Saturday, February 13, 2010

I Close My Eyes


Sadness grips me. It clutches me like a vise, constraining. It is a feeling born of love; the result of the emptiness created when you're not here. The moments we share seem to disappear like snowflakes that fall during the month of June. They come and they go and I am left reaching out for something to balance me-something to stabilize me. I feel weak. Your absence creates a vacuum which deprives me of any light of life. I sit motionless, awaiting your return. In the darkness I imagine you are with me. You caress my face with the softness of the palm of your hand; you twirl my hair and tell me you love me. I close my eyes and imagine we are locked in a tight embrace. Arms suppressing, legs intertwined, bodies immobilized by the sheer strength of passion. We wear nothing. Our skin touches and the radiance of heat is visible-even in darkness, you tell me you love me. Again, I close my eyes and I'm transcended deeper into love's abyss.
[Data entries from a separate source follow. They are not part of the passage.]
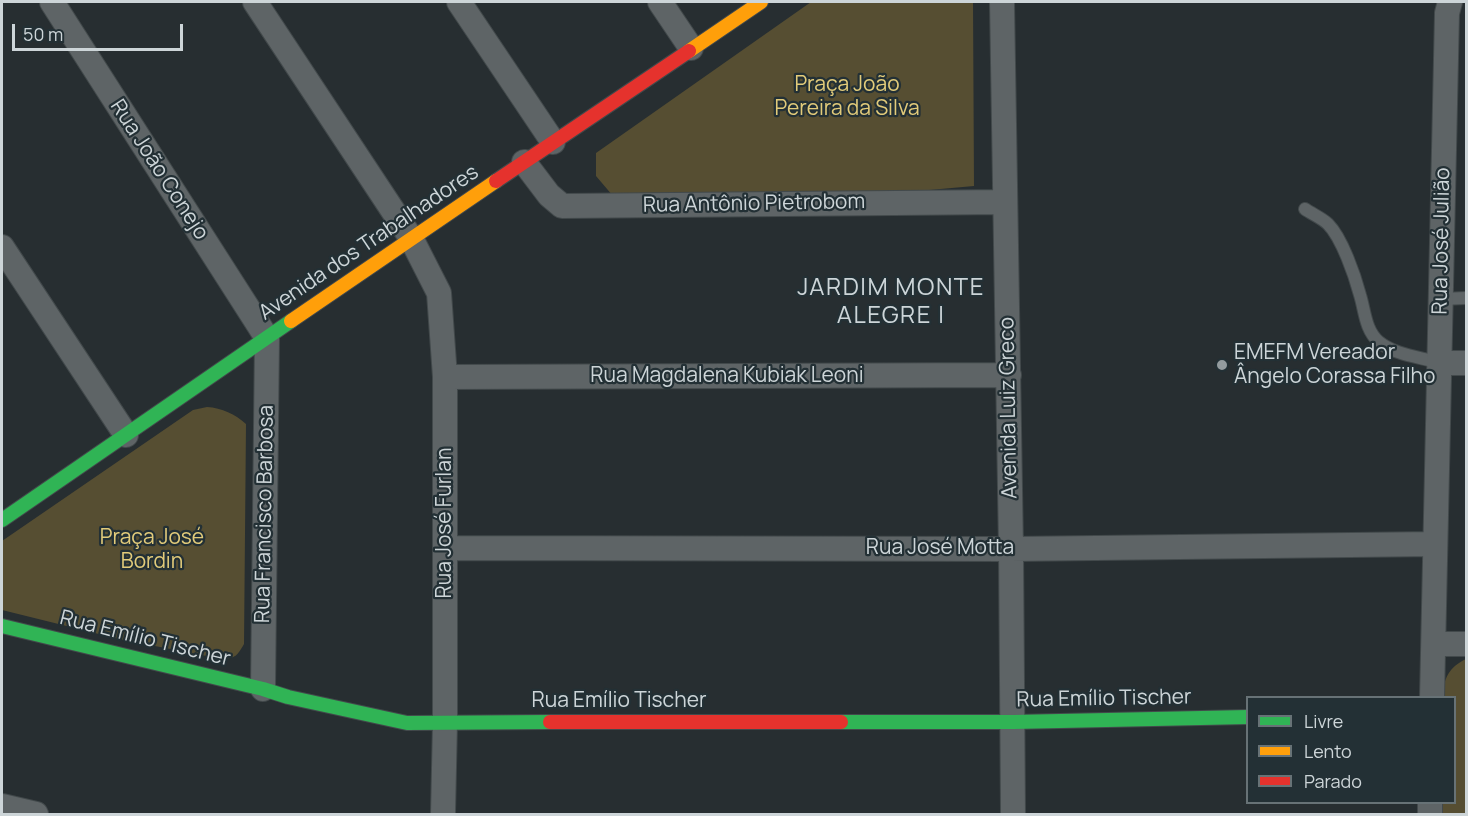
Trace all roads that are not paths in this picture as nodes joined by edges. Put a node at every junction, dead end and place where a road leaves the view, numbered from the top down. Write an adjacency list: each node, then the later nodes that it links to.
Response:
1 (52, 2): 17 (street, Rua João Conejo)
2 (255, 2): 13 (street, Rua José Furlan)
3 (459, 2): 9 (street)
4 (660, 2): 8 (street)
5 (761, 2): 8 (street, Avenida dos Trabalhadores)
6 (1002, 2): 11 (street, Avenida Luiz Greco)
7 (1450, 2): 16 (street, Rua José Julião)
8 (691, 48): 9 (street, Avenida dos Trabalhadores)
9 (553, 142): 10 (street, Avenida dos Trabalhadores)
10 (524, 162): 11 (street, Rua Antônio Pietrobom); 13 (street, Avenida dos Trabalhadores)
11 (1005, 202): 20 (street, Avenida Luiz Greco)
12 (1305, 209): 18 (lane)
13 (411, 238): 17 (street, Avenida dos Trabalhadores); 21 (street, Rua José Furlan)
14 (2, 247): 22 (street)
15 (1467, 298): 16 (lane)
16 (1441, 299): 18 (street, Rua José Julião)
17 (267, 338): 22 (street, Avenida dos Trabalhadores); 30 (street, Rua Francisco Barbosa)
18 (1440, 363): 19 (street); 24 (street, Rua José Julião)
19 (1467, 363)
20 (1009, 375): 21 (street, Rua Magdalena Kubiak Leoni); 26 (street, Avenida Luiz Greco)
21 (445, 377): 25 (street, Rua José Furlan)
22 (126, 435): 23 (street, Avenida dos Trabalhadores)
23 (2, 520)
24 (1435, 544): 26 (street, Rua José Motta); 28 (street, Rua José Julião)
25 (445, 548): 26 (street, Rua José Motta); 33 (street, Rua José Furlan)
26 (1011, 549): 34 (street, Avenida Luiz Greco)
27 (2, 626): 30 (street, Rua Emílio Tischer)
28 (1434, 644): 29 (street); 31 (street, Rua José Julião)
29 (1467, 644)
30 (263, 689): 33 (street, Rua Emílio Tischer)
31 (1432, 696)
32 (1246, 717): 34 (street, Rua Emílio Tischer)
33 (445, 722): 34 (street, Rua Emílio Tischer); 37 (street, Rua José Furlan)
34 (1013, 722): 38 (street, Avenida Luiz Greco)
35 (5, 810): 36 (street)
36 (36, 814)
37 (442, 814)
38 (1013, 814)

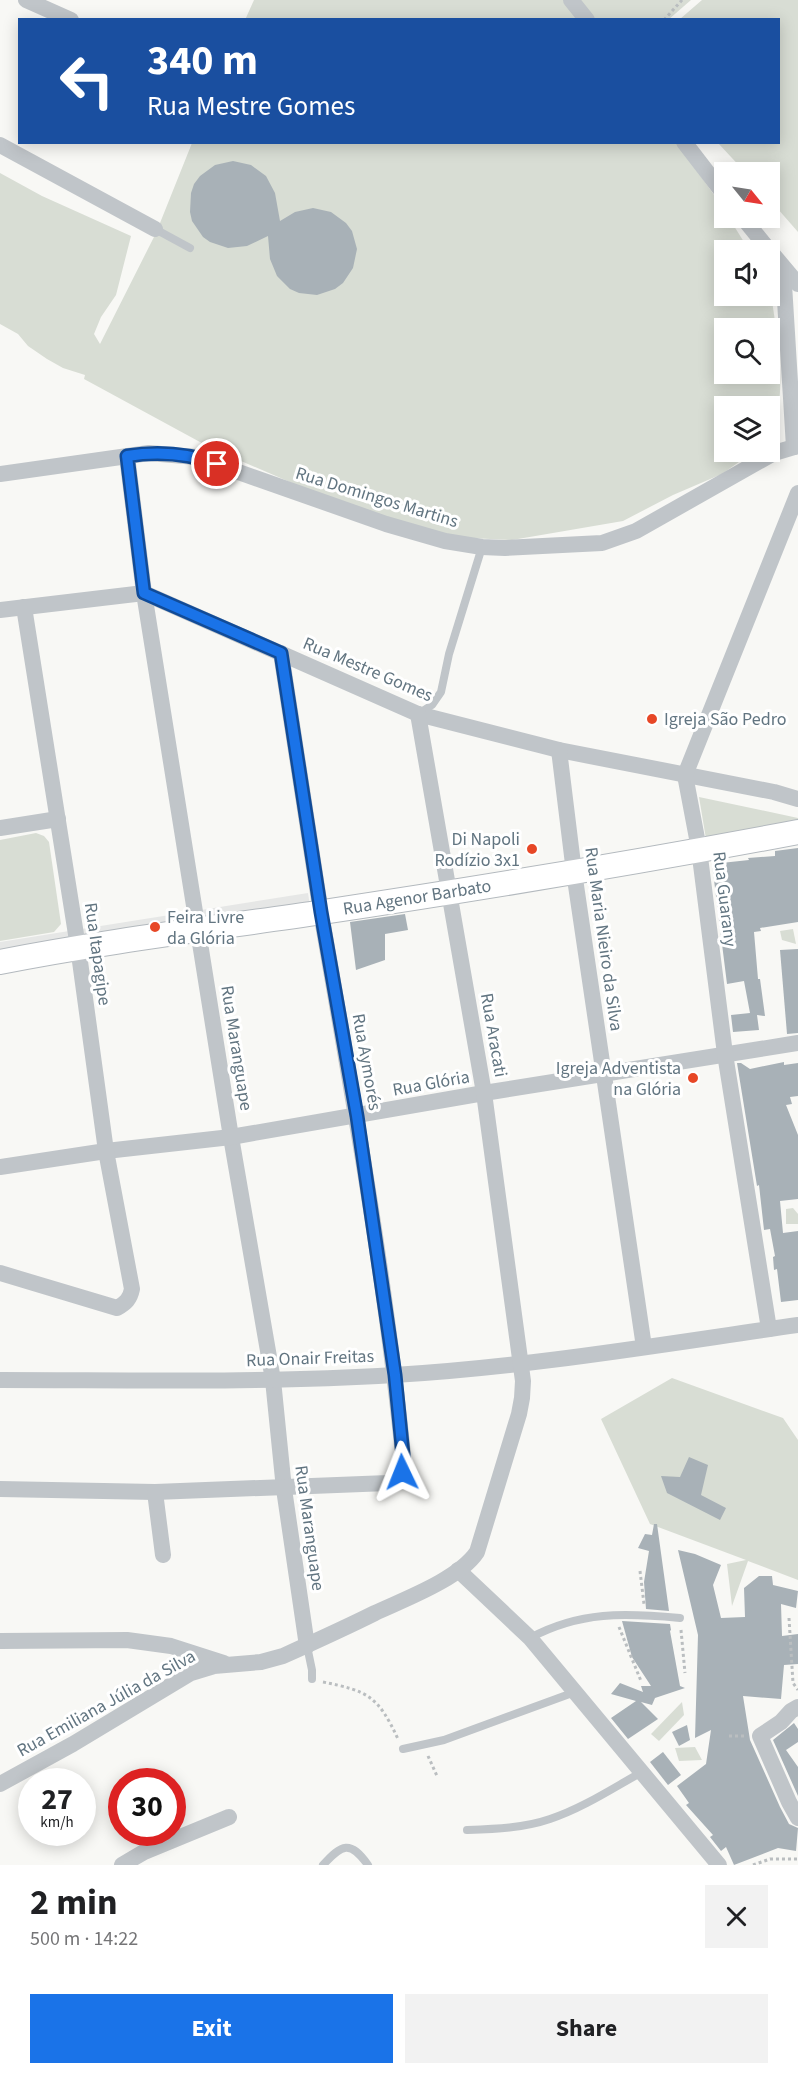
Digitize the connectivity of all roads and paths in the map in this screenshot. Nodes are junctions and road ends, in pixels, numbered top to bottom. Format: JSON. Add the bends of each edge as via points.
{"nodes":[{"id":1,"x":26,"y":0,"type":"edge"},
{"id":2,"x":571,"y":0,"type":"edge"},
{"id":3,"x":682,"y":0,"type":"edge"},
{"id":4,"x":66,"y":18,"type":"edge"},
{"id":5,"x":584,"y":18,"type":"edge"},
{"id":6,"x":666,"y":18,"type":"edge"},
{"id":7,"x":686,"y":144,"type":"edge"},
{"id":8,"x":0,"y":145,"type":"edge"},
{"id":9,"x":714,"y":181,"type":"edge"},
{"id":10,"x":751,"y":228,"type":"edge"},
{"id":11,"x":155,"y":229,"type":"joint"},
{"id":12,"x":760,"y":240,"type":"edge"},
{"id":13,"x":190,"y":248,"type":"dead end"},
{"id":14,"x":780,"y":264,"type":"edge"},
{"id":15,"x":783,"y":268,"type":"junction"},
{"id":16,"x":798,"y":284,"type":"edge"},
{"id":17,"x":796,"y":447,"type":"edge"},
{"id":18,"x":127,"y":456,"type":"junction"},
{"id":19,"x":0,"y":474,"type":"edge"},
{"id":20,"x":798,"y":493,"type":"edge"},
{"id":21,"x":482,"y":547,"type":"junction"},
{"id":22,"x":144,"y":593,"type":"junction"},
{"id":23,"x":24,"y":607,"type":"junction"},
{"id":24,"x":0,"y":610,"type":"edge"},
{"id":25,"x":281,"y":653,"type":"junction"},
{"id":26,"x":418,"y":714,"type":"junction"},
{"id":27,"x":559,"y":750,"type":"junction"},
{"id":28,"x":685,"y":775,"type":"junction"},
{"id":29,"x":798,"y":799,"type":"edge"},
{"id":30,"x":58,"y":819,"type":"junction"},
{"id":31,"x":0,"y":828,"type":"edge"},
{"id":32,"x":798,"y":832,"type":"edge"},
{"id":33,"x":699,"y":849,"type":"junction"},
{"id":34,"x":574,"y":872,"type":"junction"},
{"id":35,"x":450,"y":892,"type":"junction"},
{"id":36,"x":321,"y":912,"type":"junction"},
{"id":37,"x":198,"y":929,"type":"junction"},
{"id":38,"x":78,"y":947,"type":"junction"},
{"id":39,"x":0,"y":962,"type":"edge"},
{"id":40,"x":798,"y":1043,"type":"edge"},
{"id":41,"x":725,"y":1054,"type":"junction"},
{"id":42,"x":604,"y":1073,"type":"junction"},
{"id":43,"x":484,"y":1093,"type":"junction"},
{"id":44,"x":357,"y":1116,"type":"junction"},
{"id":45,"x":231,"y":1137,"type":"junction"},
{"id":46,"x":106,"y":1151,"type":"junction"},
{"id":47,"x":0,"y":1167,"type":"edge"},
{"id":48,"x":0,"y":1273,"type":"edge"},
{"id":49,"x":798,"y":1325,"type":"edge"},
{"id":50,"x":769,"y":1329,"type":"junction"},
{"id":51,"x":644,"y":1347,"type":"junction"},
{"id":52,"x":520,"y":1363,"type":"junction"},
{"id":53,"x":395,"y":1375,"type":"junction"},
{"id":54,"x":0,"y":1380,"type":"edge"},
{"id":55,"x":273,"y":1380,"type":"junction"},
{"id":56,"x":285,"y":1488,"type":"junction"},
{"id":57,"x":0,"y":1490,"type":"edge"},
{"id":58,"x":155,"y":1492,"type":"junction"},
{"id":59,"x":163,"y":1555,"type":"dead end"},
{"id":60,"x":458,"y":1570,"type":"junction"},
{"id":61,"x":640,"y":1571,"type":"dead end"},
{"id":62,"x":613,"y":1614,"type":"junction"},
{"id":63,"x":645,"y":1615,"type":"junction"},
{"id":64,"x":680,"y":1618,"type":"joint"},
{"id":65,"x":789,"y":1618,"type":"dead end"},
{"id":66,"x":530,"y":1638,"type":"junction"},
{"id":67,"x":0,"y":1641,"type":"edge"},
{"id":68,"x":307,"y":1646,"type":"junction"},
{"id":69,"x":225,"y":1664,"type":"junction"},
{"id":70,"x":685,"y":1673,"type":"dead end"},
{"id":71,"x":312,"y":1679,"type":"joint"},
{"id":72,"x":641,"y":1681,"type":"dead end"},
{"id":73,"x":798,"y":1690,"type":"edge"},
{"id":74,"x":575,"y":1692,"type":"junction"},
{"id":75,"x":798,"y":1707,"type":"edge"},
{"id":76,"x":424,"y":1746,"type":"junction"},
{"id":77,"x":403,"y":1749,"type":"joint"},
{"id":78,"x":642,"y":1772,"type":"junction"},
{"id":79,"x":437,"y":1776,"type":"dead end"},
{"id":80,"x":0,"y":1784,"type":"edge"},
{"id":81,"x":229,"y":1817,"type":"dead end"},
{"id":82,"x":798,"y":1818,"type":"edge"},
{"id":83,"x":467,"y":1830,"type":"dead end"},
{"id":84,"x":798,"y":1859,"type":"edge"},
{"id":85,"x":122,"y":1865,"type":"edge"},
{"id":86,"x":323,"y":1865,"type":"edge"},
{"id":87,"x":368,"y":1865,"type":"edge"},
{"id":88,"x":719,"y":1865,"type":"edge"},
{"id":89,"x":753,"y":1865,"type":"edge"}],
"edges":[{"from":1,"to":4,"type":"street"},
{"from":2,"to":5,"type":"street"},
{"from":3,"to":6,"type":"path"},
{"from":7,"to":9,"type":"street"},
{"from":8,"to":11,"type":"street"},
{"from":10,"to":12,"type":"street"},
{"from":11,"to":13,"type":"lane"},
{"from":14,"to":15,"type":"street"},
{"from":15,"to":16,"type":"street"},
{"from":15,"to":17,"type":"street"},
{"from":17,"to":21,"type":"street","name":"Rua Domingos Martins","via":[[774,453],[636,531],[602,543]]},
{"from":18,"to":19,"type":"street","name":"Rua Domingos Martins"},
{"from":18,"to":21,"type":"street","name":"Rua Domingos Martins","via":[[149,453],[196,457],[386,524]]},
{"from":18,"to":22,"type":"street","name":"Rua Maranguape"},
{"from":20,"to":28,"type":"street"},
{"from":21,"to":26,"type":"lane","via":[[441,692],[432,705]]},
{"from":22,"to":23,"type":"street"},
{"from":22,"to":25,"type":"street","name":"Rua Mestre Gomes"},
{"from":22,"to":37,"type":"street","name":"Rua Maranguape"},
{"from":23,"to":24,"type":"street"},
{"from":23,"to":30,"type":"street","name":"Rua Itapagipe"},
{"from":25,"to":26,"type":"street","name":"Rua Mestre Gomes"},
{"from":25,"to":36,"type":"street","name":"Rua Aymorés"},
{"from":26,"to":27,"type":"street","name":"Rua Mestre Gomes"},
{"from":26,"to":35,"type":"street","name":"Rua Aracati"},
{"from":27,"to":28,"type":"street","name":"Rua Mestre Gomes"},
{"from":27,"to":34,"type":"street","name":"Rua Maria Nieiro da Silva"},
{"from":28,"to":29,"type":"street","name":"Rua Mestre Gomes"},
{"from":28,"to":33,"type":"street","name":"Rua Guarany"},
{"from":30,"to":31,"type":"street"},
{"from":30,"to":38,"type":"street","name":"Rua Itapagipe"},
{"from":32,"to":33,"type":"street","name":"Rua Agenor Barbato"},
{"from":33,"to":34,"type":"street","name":"Rua Agenor Barbato"},
{"from":33,"to":41,"type":"street","name":"Rua Guarany"},
{"from":34,"to":35,"type":"street","name":"Rua Agenor Barbato"},
{"from":34,"to":42,"type":"street","name":"Rua Maria Nieiro da Silva"},
{"from":35,"to":36,"type":"street","name":"Rua Agenor Barbato"},
{"from":35,"to":43,"type":"street","name":"Rua Aracati"},
{"from":36,"to":37,"type":"street","name":"Rua Agenor Barbato"},
{"from":36,"to":44,"type":"street","name":"Rua Aymorés"},
{"from":37,"to":38,"type":"street","name":"Rua Agenor Barbato"},
{"from":37,"to":45,"type":"street","name":"Rua Maranguape"},
{"from":38,"to":39,"type":"street","name":"Rua Agenor Barbato"},
{"from":38,"to":46,"type":"street","name":"Rua Itapagipe"},
{"from":40,"to":41,"type":"street","name":"Rua Glória"},
{"from":41,"to":42,"type":"street","name":"Rua Glória"},
{"from":41,"to":50,"type":"street","name":"Rua Guarany"},
{"from":42,"to":43,"type":"street","name":"Rua Glória"},
{"from":42,"to":51,"type":"street","name":"Rua Maria Nieiro da Silva"},
{"from":43,"to":44,"type":"street","name":"Rua Glória"},
{"from":43,"to":52,"type":"street","name":"Rua Aracati"},
{"from":44,"to":45,"type":"street","name":"Rua Glória"},
{"from":44,"to":53,"type":"street","name":"Rua Aymorés"},
{"from":45,"to":46,"type":"street","name":"Rua Glória"},
{"from":45,"to":55,"type":"street","name":"Rua Maranguape"},
{"from":46,"to":47,"type":"street","name":"Rua Glória"},
{"from":46,"to":48,"type":"street","name":"Rua Itapagipe","via":[[132,1289],[125,1304],[117,1308]]},
{"from":49,"to":50,"type":"street","name":"Rua Onair Freitas"},
{"from":50,"to":51,"type":"street","name":"Rua Onair Freitas"},
{"from":51,"to":52,"type":"street","name":"Rua Onair Freitas"},
{"from":52,"to":53,"type":"street","name":"Rua Onair Freitas"},
{"from":52,"to":60,"type":"street","name":"Rua Emiliana Júlia da Silva","via":[[523,1390],[519,1414],[477,1552]]},
{"from":53,"to":55,"type":"street","name":"Rua Onair Freitas"},
{"from":53,"to":56,"type":"street","name":"Rua Aymorés","via":[[404,1465],[395,1482]]},
{"from":54,"to":55,"type":"street","name":"Rua Onair Freitas"},
{"from":55,"to":56,"type":"street","name":"Rua Maranguape"},
{"from":56,"to":58,"type":"street"},
{"from":56,"to":68,"type":"street","name":"Rua Maranguape"},
{"from":57,"to":58,"type":"street"},
{"from":58,"to":59,"type":"street"},
{"from":60,"to":66,"type":"street"},
{"from":60,"to":68,"type":"street","name":"Rua Emiliana Júlia da Silva","via":[[421,1592]]},
{"from":61,"to":63,"type":"path"},
{"from":62,"to":63,"type":"lane"},
{"from":62,"to":66,"type":"lane","via":[[570,1621]]},
{"from":62,"to":72,"type":"path"},
{"from":63,"to":64,"type":"lane"},
{"from":64,"to":70,"type":"path"},
{"from":65,"to":73,"type":"path","via":[[793,1683]]},
{"from":66,"to":74,"type":"street"},
{"from":67,"to":69,"type":"street","via":[[127,1640],[171,1646]]},
{"from":68,"to":69,"type":"street","name":"Rua Emiliana Júlia da Silva","via":[[272,1660]]},
{"from":68,"to":71,"type":"lane"},
{"from":69,"to":80,"type":"street","name":"Rua Emiliana Júlia da Silva","via":[[191,1673]]},
{"from":71,"to":77,"type":"path","via":[[368,1695],[387,1714]]},
{"from":74,"to":76,"type":"lane"},
{"from":74,"to":78,"type":"street"},
{"from":75,"to":82,"type":"street","via":[[760,1736]]},
{"from":76,"to":77,"type":"lane"},
{"from":76,"to":79,"type":"path"},
{"from":78,"to":83,"type":"lane","via":[[550,1819]]},
{"from":78,"to":88,"type":"street"},
{"from":81,"to":85,"type":"street"},
{"from":84,"to":89,"type":"path","via":[[770,1858]]},
{"from":86,"to":87,"type":"lane","via":[[345,1847]]}]}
Here, we explore the art of love making. Our bodies move in unison. Your arms are wrapped tightly around my neck, thighs spread ever so slightly to accommodate my welcomed presence. Your skin glows as it contrasts with the darkness of mine. You breathe deeply as your body replenishes the oxygen expended with every thrust of your hips-you meet me halfway. I am deep within you and we become one. Sound is unintelligibly present-it escapes the mouths of us both and becomes harmonic. Our pace quickens as we near our destination. You squeeze me tightly, trying desperately to make yourself a part of me and me a part of you. Faster...deeper...faster, and then release. A cascade of colors are visible and the aroma of ecstasy fills the room. Slowly, I open my eyes and we are locked in a tight embrace, arms suppressing, legs intertwined, bodies immobilized-you tell me you love me. Cautiously, I open my eyes and the softness of your palm caresses my face-you twirl my hair and tell me you love me. Fearfully, I open my eyes and I am alone, sitting motionless in a vacuum; a space void of light created by your absence and the moments no longer seem fleeting. They drag on endlessly and I am caught in the clutches of a constraining vice...and I am gripped by the sadness that envelopes me when you're not here.